_Problem statement_.
Transcribe every record beneath, precisely as written.

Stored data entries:
───
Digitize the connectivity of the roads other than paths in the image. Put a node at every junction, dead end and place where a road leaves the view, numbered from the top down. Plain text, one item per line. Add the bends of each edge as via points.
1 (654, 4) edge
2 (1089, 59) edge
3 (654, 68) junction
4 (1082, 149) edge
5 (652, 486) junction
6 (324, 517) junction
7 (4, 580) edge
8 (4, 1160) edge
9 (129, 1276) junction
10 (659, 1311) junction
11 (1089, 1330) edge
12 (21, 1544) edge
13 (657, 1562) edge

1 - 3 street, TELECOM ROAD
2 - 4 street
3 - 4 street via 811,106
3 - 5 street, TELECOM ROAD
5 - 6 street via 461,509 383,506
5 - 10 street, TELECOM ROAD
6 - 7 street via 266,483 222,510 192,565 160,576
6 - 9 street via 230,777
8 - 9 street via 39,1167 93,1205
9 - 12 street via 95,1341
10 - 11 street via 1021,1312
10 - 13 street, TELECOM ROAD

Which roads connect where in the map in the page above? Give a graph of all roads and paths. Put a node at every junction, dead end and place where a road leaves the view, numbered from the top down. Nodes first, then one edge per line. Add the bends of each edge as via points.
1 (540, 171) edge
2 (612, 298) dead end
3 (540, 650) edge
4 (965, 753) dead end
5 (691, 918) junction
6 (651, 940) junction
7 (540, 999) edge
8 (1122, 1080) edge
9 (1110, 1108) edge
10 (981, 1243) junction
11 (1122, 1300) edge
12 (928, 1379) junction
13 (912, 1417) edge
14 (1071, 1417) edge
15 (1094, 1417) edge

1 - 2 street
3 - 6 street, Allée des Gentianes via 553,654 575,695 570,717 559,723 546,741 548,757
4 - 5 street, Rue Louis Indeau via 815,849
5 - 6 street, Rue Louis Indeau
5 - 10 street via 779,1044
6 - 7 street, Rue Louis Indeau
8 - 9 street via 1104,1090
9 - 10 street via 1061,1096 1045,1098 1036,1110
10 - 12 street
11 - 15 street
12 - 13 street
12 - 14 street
───
_Answer section_.
Digitize the connectivity of the roads other than paths in the image. Put a node at every junction, dead end and place where a road leaves the view, numbered from the top down. Plain text, one item per line. Add the bends of each edge as via points.
1 (654, 4) edge
2 (1089, 59) edge
3 (654, 68) junction
4 (1082, 149) edge
5 (652, 486) junction
6 (324, 517) junction
7 (4, 580) edge
8 (4, 1160) edge
9 (129, 1276) junction
10 (659, 1311) junction
11 (1089, 1330) edge
12 (21, 1544) edge
13 (657, 1562) edge

1 - 3 street, TELECOM ROAD
2 - 4 street
3 - 4 street via 811,106
3 - 5 street, TELECOM ROAD
5 - 6 street via 461,509 383,506
5 - 10 street, TELECOM ROAD
6 - 7 street via 266,483 222,510 192,565 160,576
6 - 9 street via 230,777
8 - 9 street via 39,1167 93,1205
9 - 12 street via 95,1341
10 - 11 street via 1021,1312
10 - 13 street, TELECOM ROAD

Which roads connect where in the map in the page above? Give a graph of all roads and paths. Put a node at every junction, dead end and place where a road leaves the view, numbered from the top down. Nodes first, then one edge per line. Add the bends of each edge as via points.
1 (540, 171) edge
2 (612, 298) dead end
3 (540, 650) edge
4 (965, 753) dead end
5 (691, 918) junction
6 (651, 940) junction
7 (540, 999) edge
8 (1122, 1080) edge
9 (1110, 1108) edge
10 (981, 1243) junction
11 (1122, 1300) edge
12 (928, 1379) junction
13 (912, 1417) edge
14 (1071, 1417) edge
15 (1094, 1417) edge

1 - 2 street
3 - 6 street, Allée des Gentianes via 553,654 575,695 570,717 559,723 546,741 548,757
4 - 5 street, Rue Louis Indeau via 815,849
5 - 6 street, Rue Louis Indeau
5 - 10 street via 779,1044
6 - 7 street, Rue Louis Indeau
8 - 9 street via 1104,1090
9 - 10 street via 1061,1096 1045,1098 1036,1110
10 - 12 street
11 - 15 street
12 - 13 street
12 - 14 street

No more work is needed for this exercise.